I always see the new year as a new slate, a new begining and, a time to re-evaluate the past year. I suppose it is because I have a birthday right around the begining of the year. I know better that to make new resolutions, but still I can't help but want to do better next year.
I remember Mom making that a goal for several years while I was growing up. I also remember how foolish her children thought that goal was, only because perfect is so subjective. But subconsciously I must have bought into the process, after all she was my mother and in my mind she could do no wrong. So, perhaps this will be the year that I don't strive towards my own definition of perfection.
Still, I want to eat better and exercise more effectively. I also want to be less critically and more sensitive, to think before I speak, and of course, to be kind to those, who annoy me the most. I can't help it, I am what I am.
I kind of went shopping crazy this year, I know it was wrong, but still it has been so long since I spent so freely.

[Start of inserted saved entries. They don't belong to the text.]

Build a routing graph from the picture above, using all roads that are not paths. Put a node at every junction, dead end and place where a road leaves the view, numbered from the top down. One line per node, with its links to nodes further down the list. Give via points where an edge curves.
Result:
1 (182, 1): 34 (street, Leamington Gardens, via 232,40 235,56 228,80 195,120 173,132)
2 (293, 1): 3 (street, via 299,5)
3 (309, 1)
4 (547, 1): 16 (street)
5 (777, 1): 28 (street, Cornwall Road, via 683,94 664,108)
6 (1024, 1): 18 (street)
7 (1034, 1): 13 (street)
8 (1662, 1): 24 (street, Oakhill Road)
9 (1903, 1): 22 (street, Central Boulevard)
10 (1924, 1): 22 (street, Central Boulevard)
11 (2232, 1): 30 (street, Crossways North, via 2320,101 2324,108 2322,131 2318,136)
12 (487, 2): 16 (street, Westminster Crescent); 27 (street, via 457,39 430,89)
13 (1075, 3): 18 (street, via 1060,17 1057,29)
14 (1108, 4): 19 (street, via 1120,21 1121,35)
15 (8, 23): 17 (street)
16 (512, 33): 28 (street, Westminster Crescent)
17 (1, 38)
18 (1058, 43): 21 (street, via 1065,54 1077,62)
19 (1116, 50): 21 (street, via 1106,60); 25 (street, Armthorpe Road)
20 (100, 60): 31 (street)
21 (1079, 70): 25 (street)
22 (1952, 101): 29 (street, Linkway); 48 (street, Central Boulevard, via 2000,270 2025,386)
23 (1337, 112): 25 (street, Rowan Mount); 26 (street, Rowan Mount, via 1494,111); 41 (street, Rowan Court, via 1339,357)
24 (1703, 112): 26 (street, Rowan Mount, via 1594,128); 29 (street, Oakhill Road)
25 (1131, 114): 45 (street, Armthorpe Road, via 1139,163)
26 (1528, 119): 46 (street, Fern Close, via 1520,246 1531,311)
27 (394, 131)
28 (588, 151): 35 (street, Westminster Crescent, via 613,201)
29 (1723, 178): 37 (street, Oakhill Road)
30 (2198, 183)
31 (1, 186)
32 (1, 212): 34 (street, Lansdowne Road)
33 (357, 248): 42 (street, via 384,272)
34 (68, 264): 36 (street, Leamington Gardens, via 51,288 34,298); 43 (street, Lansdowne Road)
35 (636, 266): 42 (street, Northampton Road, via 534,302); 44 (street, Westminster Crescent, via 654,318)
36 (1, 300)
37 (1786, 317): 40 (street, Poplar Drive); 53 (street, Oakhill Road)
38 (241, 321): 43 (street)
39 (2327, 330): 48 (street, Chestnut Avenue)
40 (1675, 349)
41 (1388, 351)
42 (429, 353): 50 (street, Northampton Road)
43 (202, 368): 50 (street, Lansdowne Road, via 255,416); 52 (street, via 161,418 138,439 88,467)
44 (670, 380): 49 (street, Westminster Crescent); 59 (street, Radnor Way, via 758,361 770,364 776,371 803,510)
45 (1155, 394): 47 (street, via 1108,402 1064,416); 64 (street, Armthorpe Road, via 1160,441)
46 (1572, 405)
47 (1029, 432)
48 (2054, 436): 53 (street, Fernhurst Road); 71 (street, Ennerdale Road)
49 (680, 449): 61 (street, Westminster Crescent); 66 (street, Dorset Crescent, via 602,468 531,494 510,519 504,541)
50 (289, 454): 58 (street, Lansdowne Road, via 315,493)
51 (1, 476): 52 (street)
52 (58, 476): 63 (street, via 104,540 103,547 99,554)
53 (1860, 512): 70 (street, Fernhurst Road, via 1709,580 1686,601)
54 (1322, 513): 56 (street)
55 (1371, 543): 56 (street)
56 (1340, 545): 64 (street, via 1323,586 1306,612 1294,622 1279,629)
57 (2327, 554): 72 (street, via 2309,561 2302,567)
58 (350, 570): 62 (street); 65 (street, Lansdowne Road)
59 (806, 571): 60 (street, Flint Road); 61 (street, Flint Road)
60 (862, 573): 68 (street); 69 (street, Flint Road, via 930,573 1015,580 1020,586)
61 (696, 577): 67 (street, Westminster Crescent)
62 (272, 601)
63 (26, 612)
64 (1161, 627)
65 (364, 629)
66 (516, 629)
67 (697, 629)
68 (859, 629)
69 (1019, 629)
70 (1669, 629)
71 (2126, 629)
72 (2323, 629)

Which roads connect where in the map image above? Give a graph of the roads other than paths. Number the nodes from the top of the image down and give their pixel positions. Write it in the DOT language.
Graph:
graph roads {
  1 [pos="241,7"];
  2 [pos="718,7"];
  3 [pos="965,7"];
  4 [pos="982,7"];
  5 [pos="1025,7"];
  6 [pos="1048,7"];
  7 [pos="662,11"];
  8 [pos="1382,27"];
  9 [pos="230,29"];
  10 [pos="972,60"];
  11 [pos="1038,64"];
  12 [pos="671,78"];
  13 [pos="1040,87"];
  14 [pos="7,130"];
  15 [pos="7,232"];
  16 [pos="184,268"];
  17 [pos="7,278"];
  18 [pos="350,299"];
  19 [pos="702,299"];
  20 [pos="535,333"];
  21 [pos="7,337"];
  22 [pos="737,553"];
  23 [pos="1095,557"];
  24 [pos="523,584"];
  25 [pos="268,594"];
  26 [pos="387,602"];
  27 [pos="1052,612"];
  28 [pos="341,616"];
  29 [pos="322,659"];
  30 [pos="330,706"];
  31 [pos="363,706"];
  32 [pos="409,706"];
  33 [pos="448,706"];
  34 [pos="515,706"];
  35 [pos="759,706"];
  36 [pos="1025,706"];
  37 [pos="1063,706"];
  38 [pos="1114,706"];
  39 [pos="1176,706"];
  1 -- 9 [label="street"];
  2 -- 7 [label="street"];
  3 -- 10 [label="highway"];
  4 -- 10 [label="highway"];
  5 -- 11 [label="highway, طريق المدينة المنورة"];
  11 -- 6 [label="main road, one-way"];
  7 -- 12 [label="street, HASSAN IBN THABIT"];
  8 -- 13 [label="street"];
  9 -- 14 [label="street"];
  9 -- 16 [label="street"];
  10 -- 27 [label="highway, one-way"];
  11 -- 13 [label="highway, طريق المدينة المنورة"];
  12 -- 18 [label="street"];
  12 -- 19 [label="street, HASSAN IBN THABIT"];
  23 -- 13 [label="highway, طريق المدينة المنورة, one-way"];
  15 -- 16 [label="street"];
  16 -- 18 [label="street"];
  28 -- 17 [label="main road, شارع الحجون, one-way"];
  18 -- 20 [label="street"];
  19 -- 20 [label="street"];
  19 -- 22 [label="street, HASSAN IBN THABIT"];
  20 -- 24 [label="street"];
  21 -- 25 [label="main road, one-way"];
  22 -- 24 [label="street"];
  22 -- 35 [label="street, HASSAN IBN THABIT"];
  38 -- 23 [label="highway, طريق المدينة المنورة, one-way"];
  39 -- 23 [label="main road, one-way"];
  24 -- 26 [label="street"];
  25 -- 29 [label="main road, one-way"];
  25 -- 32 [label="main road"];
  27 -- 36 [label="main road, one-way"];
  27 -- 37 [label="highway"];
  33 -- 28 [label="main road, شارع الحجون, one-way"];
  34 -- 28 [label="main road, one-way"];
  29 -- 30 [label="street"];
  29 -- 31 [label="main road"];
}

Which brings up my next point. I bought a bunch of CDs from Amazon (still not ready to download songs). One of the albums I got was Rodger Miller and one of the songs he sings is 'Me and Bobby McGee.' I love that line about 'freedom, just another word for nothing more to loose.' I also got a Merle Haggard album, and the line that I like best on that album is 'A one and only rebel child from a family meek and mild.' The name of the song is 'Mama Tried.'
I guess my point is the song writers are poets and even thought the words are simple they really speak to the soul.
So, I guess, I am not so sorry I spent so much money, because I really did feel something in my soul that I haven't felt in while (guess my soul can be bought). Food for the soul is not always free.
One of the new books I got was "Inside of a Dog.' So far it has been fairly interesting. Dogs see blue, but red looks yellow or green to them.